Bruce Bartlett: Will Rich People Desert the U.S. if Their Taxes Are Raised?: nyti.ms/JbSSrl – It’s not the taxes, its the compliance!
— U.S. Citizen Abroad (@USCitizenAbroad) May 9, 2012
They’re not shooting rich jaywalkers bit.ly/Jf6cuT Bruce Bartlett misses the point.
— Joe Kristan (@joebwan) May 9, 2012
Interesting “comment on the comments” – A “homelander” who might understand:
How sad to see how insensitive so many of the comments below are to fellow Americans who are simply protesting against being made scapegoats by misguided US government tax policies. No other country in the world penalizes its citizens with double taxation requirements like this. We should be encouraging our citizens, especially students and young professionals, to benefit from seeing the world and working in foreign countries if possible. But with these kinds of rules they will not go abroad, and foreign employers will not hire them.

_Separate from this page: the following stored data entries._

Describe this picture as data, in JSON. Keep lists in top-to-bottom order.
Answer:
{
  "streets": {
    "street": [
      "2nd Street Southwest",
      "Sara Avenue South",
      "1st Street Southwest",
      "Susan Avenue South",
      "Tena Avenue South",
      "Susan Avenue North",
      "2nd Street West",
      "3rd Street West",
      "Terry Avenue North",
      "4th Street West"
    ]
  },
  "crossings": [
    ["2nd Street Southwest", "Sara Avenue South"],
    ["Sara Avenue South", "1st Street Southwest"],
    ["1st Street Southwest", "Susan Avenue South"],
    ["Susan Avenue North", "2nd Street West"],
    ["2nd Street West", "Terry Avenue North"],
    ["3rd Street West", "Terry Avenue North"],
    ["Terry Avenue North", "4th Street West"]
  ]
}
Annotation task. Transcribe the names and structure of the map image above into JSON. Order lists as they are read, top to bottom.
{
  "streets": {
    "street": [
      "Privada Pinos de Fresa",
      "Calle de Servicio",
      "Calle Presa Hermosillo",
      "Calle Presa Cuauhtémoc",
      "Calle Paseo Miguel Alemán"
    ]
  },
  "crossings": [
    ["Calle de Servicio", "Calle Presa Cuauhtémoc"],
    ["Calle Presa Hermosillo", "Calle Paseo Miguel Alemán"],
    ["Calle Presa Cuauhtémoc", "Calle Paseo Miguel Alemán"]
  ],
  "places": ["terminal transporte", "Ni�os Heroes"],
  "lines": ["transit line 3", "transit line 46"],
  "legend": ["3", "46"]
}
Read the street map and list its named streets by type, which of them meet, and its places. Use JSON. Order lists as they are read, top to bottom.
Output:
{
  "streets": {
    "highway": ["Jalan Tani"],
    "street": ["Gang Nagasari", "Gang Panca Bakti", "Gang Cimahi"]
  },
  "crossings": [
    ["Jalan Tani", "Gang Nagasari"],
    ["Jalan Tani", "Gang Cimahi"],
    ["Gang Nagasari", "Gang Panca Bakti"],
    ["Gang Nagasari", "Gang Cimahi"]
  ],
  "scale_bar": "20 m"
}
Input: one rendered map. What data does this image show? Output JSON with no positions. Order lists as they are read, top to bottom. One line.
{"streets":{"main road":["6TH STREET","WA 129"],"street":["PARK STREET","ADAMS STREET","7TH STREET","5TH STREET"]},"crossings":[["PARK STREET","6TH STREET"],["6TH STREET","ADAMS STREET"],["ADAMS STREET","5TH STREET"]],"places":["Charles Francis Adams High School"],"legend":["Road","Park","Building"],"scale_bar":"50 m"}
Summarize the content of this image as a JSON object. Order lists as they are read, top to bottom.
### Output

It would benefit us all to have a citizenry with a broader worldview. And maybe then we wouldn’t see so many of the ungenerous and ignoble comments that have been filed in response to this well-written and genuine posting.
Interesting, I am inclined to disagree with him, I think Bruce Bartlett may be downplaying the effects of extraterritorial taxation a bit. But how will we ever know when those renouncing stay tight lipped because of the Reed Amendment?
“It is undoubtedly the case that the vast bulk of those renouncing American citizenship do so for reasons unrelated to taxation. Americans who marry foreign nationals, for example, often adopt the citizenship of their spouse’s nation. Also, many of those on the Treasury list are not actually American citizens, but foreigners who had permanent residence status in the United States. Those born with dual citizenship sometimes prefer to have only one to simplify their lives.”
My life was pretty simple before the IRS came to town. I was able to marry, vote and do anything a Canadian can do. Until now, the closest I came to wanting to expatriate was after I was rejected for employment by Canada Post back in the 70’s because I was not Canadian (they’ve since changed that requirement) I didn’t want to join the army or anything deemed and expatriating act. It’s the tax, or at least the burden it places on the citizen, IMHO.
@bubblebustin; it’s also the escalation of the demands – as if FBARs, and all the other reporting and threatening penalties aren’t enough, they invented FATCA – with even more potent and complex rules and another layer of fines. The US has demonstrated that there will be no end to the demands and threats, ever. There will be little or no mitigation. There will be continuing calls to get rid of the FEIE, and more talk of how we don’t pay some entirely imaginary ‘fair’ share – forever. Our non-US families will have to deal with the IRS when we die.
All the evidence demonstrates that we can expect no fairness and no justice from the US. They refuse to recognize that we cannot buy and use US savings vehicles, and that we have any right to the same kinds of banking that those inside the US enjoy. That will not change. I am so heartsick and so sorry that I didn’t give up my US citizenship in the period when dual status was not allowed by Canada long ago. I valued an imaginary and sentimental relationship that now in very real terms condemns both me AND my non-US family to be fined into the dust for something I had no idea about.
The Reed Amendment was a very clever gag order indeed.
I expect more (Berlin Wall-like) obstacles to be placed in the way of expatriation.
It is probably better to renounce now and get it over with rather then “sitting tight” only to later find oneself ensconced in concrete and barbed wire.
@Joe Expat; yes, I believe that they have been deliberate in trying to plug up or silence opposition. Even without the Reed Amendment, people are just very fearful – and with good reason. The US should be very ashamed at governing us and our US inherited status children through fear and fines – and making expatriation difficult. One would almost think it was Eritrea or another egregiously non-democratic country we were trying to fend off.
@badger, yes there is the added stress of having to walk on constantly shifting sands. You can’t change the past, but you can learn from it and mitigate the damage that’s been done and prevent any more in the future. Do not despair, there is a chance sanity will be restored.
I’m surprised the US didn’t give Eritrea a medal for its support and adherence to the US policy of extorting tribute from its ex-pats.
After all, Eritrea is the US’ sole ally in this regard.
There was some discussion back in the 1990s of putting sanctions on countries that had too many renounced US citizens living in them. I am actually hoping this comes back.
Sounds like something dreamed up by Nazis.
I relinquished because of US extra-territorial taxation. If you relinquish they can’t implement the Reed Amendment–at least not according to the letter of the law.
thanks @bubblebustin, @Tim – didn’t know that,
and Joe – yes, if we could keep putting the US and Eritrea in the same sentence, and get wider repetition of the pairing, that would be great.